# DIRECTIONS FOR THIS TASK
Scan each line of the records for the word "ends" and extract the ones that have it.

# EXERCISE INPUTS
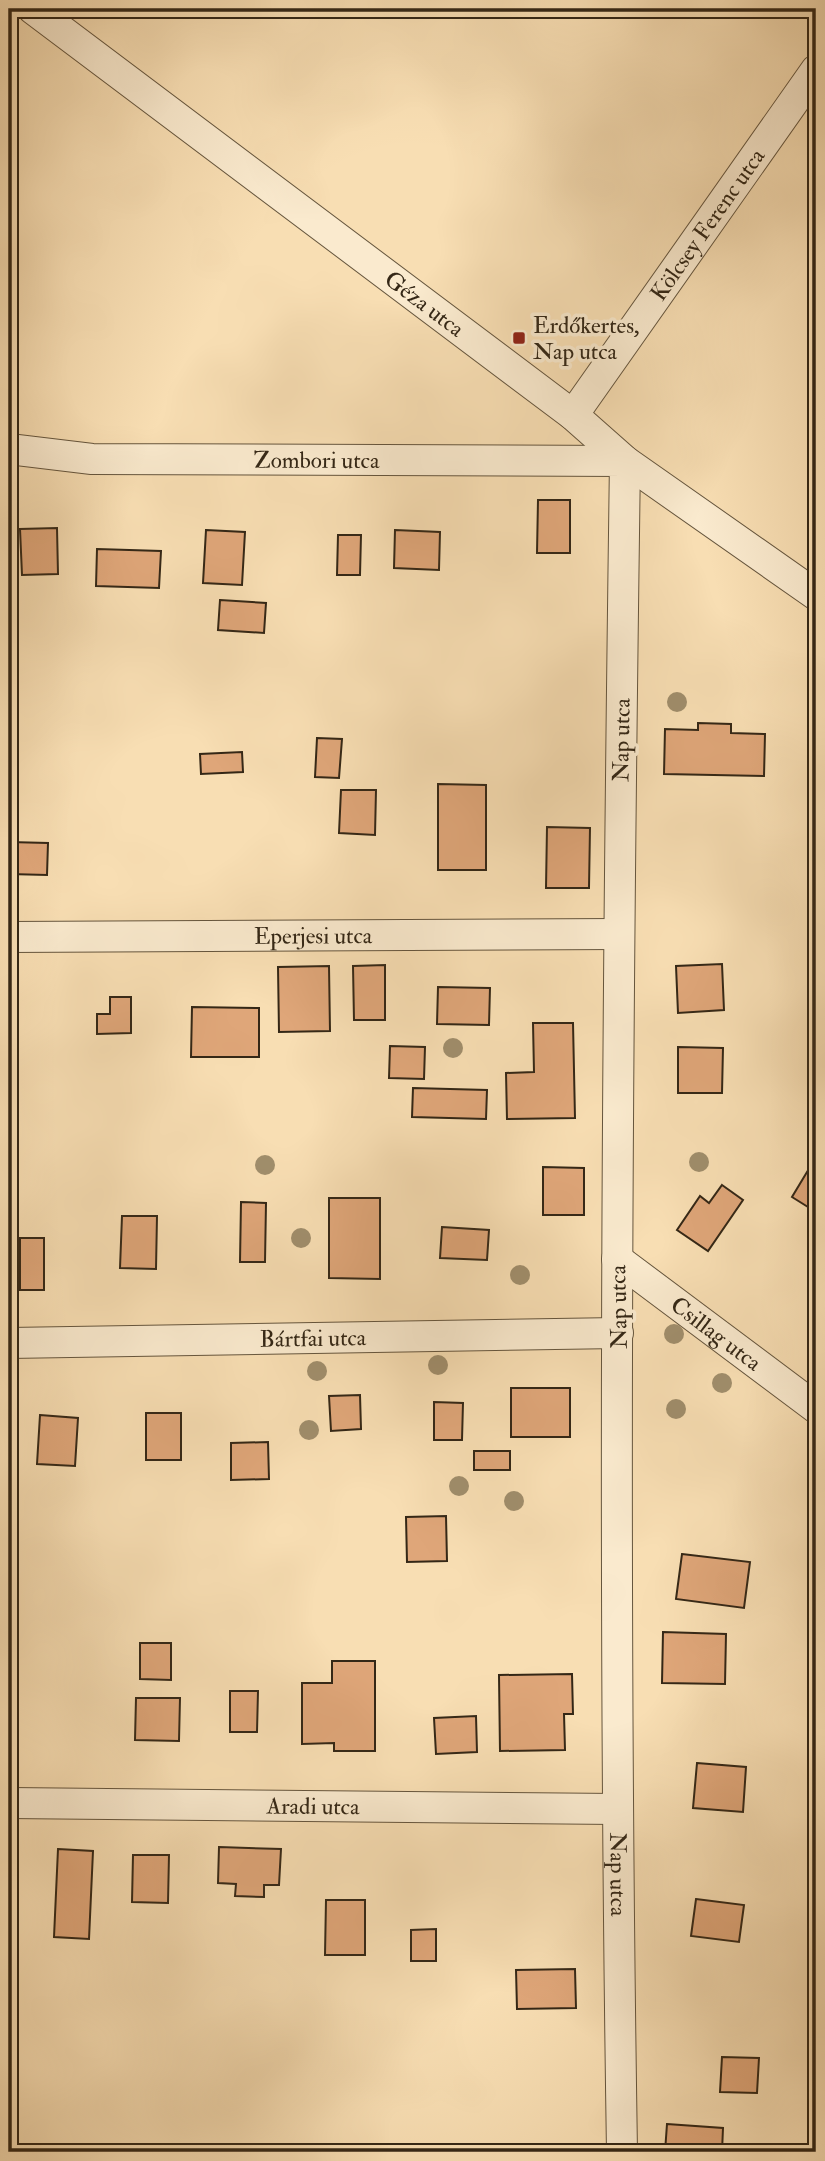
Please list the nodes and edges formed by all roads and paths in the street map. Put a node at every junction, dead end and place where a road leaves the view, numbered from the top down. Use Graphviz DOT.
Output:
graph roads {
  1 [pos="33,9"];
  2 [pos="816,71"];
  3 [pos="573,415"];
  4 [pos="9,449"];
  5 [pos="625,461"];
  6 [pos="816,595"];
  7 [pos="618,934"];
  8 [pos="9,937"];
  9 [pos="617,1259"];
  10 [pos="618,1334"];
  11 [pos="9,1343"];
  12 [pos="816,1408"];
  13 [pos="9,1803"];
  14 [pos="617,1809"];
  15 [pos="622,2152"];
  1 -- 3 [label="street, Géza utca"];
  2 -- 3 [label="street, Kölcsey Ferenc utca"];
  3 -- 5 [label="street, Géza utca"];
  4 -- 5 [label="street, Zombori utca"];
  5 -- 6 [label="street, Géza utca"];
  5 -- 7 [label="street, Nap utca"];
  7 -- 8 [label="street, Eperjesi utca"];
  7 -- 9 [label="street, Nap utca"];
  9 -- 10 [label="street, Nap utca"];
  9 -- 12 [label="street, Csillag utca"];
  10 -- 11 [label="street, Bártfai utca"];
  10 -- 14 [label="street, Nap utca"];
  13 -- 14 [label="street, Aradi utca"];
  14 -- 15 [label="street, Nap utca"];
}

---

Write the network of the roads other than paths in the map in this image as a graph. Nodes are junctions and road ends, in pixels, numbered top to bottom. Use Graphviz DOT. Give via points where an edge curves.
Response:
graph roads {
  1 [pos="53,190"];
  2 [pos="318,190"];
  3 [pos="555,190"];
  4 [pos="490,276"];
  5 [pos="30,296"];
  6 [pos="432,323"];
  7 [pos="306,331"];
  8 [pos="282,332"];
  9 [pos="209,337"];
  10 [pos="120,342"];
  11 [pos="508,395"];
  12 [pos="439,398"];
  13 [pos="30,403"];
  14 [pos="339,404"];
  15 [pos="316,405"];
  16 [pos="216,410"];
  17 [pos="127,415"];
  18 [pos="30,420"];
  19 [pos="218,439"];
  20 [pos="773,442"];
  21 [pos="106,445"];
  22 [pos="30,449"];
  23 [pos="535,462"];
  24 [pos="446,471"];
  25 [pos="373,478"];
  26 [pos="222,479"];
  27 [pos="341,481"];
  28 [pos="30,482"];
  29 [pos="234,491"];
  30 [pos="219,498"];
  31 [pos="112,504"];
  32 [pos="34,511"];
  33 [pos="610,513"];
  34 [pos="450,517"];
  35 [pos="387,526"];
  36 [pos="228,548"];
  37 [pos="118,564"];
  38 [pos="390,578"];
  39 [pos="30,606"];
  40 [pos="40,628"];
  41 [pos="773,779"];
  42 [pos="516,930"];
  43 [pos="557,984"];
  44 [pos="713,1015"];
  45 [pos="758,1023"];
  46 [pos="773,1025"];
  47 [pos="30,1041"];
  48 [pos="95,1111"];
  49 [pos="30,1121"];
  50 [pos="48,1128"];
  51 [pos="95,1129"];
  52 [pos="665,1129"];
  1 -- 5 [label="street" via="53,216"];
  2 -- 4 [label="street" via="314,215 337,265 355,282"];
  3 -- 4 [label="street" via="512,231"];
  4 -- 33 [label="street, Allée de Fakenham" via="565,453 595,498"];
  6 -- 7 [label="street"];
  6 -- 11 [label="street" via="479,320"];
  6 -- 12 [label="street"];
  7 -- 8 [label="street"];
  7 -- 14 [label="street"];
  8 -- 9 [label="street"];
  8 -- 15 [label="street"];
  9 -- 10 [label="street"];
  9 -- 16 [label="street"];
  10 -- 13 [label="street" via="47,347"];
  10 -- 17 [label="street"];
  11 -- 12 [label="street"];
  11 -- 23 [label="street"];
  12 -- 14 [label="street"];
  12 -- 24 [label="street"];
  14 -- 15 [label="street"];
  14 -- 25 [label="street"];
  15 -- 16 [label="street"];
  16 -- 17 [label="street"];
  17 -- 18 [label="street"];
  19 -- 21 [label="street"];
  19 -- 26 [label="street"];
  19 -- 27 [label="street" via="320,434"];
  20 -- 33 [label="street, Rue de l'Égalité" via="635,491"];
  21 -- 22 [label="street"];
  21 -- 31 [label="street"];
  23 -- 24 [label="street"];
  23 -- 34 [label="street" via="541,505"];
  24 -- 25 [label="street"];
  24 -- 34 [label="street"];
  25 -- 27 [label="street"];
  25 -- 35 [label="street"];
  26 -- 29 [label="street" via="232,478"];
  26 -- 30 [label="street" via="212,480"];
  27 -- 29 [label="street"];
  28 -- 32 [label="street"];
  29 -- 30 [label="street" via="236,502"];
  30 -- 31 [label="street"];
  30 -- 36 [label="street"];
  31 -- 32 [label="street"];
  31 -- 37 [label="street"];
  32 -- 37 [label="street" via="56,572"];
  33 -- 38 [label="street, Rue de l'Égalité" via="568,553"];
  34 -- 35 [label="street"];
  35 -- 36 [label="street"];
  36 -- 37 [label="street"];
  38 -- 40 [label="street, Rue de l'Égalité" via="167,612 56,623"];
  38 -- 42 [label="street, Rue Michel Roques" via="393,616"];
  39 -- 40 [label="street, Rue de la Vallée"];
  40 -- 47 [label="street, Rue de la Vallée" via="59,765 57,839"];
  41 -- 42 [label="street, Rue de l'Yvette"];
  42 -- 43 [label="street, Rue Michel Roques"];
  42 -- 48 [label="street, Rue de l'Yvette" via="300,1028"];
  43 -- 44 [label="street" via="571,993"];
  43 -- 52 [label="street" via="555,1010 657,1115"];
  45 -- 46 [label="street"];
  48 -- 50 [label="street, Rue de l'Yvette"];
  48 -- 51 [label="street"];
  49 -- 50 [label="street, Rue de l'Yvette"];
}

* * *

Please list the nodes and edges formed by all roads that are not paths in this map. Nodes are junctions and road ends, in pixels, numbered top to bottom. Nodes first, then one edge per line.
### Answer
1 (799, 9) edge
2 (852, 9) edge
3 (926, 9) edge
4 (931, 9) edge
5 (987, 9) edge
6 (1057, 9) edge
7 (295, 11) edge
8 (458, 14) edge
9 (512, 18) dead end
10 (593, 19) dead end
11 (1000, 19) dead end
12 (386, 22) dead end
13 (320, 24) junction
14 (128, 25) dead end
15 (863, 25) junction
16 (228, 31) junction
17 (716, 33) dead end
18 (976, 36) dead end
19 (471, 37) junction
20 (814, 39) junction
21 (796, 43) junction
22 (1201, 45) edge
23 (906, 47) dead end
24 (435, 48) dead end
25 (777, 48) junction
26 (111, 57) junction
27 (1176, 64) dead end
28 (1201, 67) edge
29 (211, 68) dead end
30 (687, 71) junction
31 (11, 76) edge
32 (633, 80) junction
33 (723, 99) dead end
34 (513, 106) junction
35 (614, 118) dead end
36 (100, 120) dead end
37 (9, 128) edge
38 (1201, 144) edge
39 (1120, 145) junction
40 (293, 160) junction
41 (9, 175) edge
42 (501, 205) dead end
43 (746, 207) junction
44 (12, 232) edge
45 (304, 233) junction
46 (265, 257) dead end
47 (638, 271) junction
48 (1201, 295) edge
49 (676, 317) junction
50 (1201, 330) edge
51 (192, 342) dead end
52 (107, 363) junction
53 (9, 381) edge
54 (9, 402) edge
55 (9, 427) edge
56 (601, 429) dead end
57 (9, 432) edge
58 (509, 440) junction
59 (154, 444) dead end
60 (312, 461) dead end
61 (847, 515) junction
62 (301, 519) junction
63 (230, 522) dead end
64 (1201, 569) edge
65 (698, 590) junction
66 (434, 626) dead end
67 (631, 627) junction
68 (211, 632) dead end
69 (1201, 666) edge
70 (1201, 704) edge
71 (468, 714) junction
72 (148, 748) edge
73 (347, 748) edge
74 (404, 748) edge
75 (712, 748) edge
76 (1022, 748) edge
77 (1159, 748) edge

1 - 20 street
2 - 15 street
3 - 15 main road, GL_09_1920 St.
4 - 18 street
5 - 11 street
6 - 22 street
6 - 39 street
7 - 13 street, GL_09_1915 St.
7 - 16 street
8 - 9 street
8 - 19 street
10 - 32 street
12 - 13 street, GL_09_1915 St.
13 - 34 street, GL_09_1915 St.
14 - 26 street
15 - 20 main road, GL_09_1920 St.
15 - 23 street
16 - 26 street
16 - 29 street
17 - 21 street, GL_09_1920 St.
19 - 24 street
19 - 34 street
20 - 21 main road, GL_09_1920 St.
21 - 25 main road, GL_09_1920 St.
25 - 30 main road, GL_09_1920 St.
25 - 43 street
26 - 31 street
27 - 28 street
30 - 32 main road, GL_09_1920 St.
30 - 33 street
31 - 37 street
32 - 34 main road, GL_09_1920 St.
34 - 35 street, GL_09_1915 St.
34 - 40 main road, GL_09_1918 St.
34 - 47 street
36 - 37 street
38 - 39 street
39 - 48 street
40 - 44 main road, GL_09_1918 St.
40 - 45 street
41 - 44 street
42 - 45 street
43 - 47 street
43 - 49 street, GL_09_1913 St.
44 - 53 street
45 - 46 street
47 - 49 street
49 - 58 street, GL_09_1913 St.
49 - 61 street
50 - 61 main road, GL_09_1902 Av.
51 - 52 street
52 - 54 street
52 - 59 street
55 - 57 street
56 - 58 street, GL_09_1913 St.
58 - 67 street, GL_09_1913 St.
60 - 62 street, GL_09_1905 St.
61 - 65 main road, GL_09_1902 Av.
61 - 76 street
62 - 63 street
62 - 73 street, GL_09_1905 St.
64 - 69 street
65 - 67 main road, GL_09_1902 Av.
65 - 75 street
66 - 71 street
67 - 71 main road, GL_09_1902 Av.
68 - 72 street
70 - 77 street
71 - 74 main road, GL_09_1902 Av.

# ANSWER SECTION
Write the network of the roads other than paths in the map in this image as a graph. Nodes are junctions and road ends, in pixels, numbered top to bottom. Use Graphviz DOT. Give via points where an edge curves.
Please list the nodes and edges formed by all roads that are not paths in this map. Nodes are junctions and road ends, in pixels, numbered top to bottom. Nodes first, then one edge per line.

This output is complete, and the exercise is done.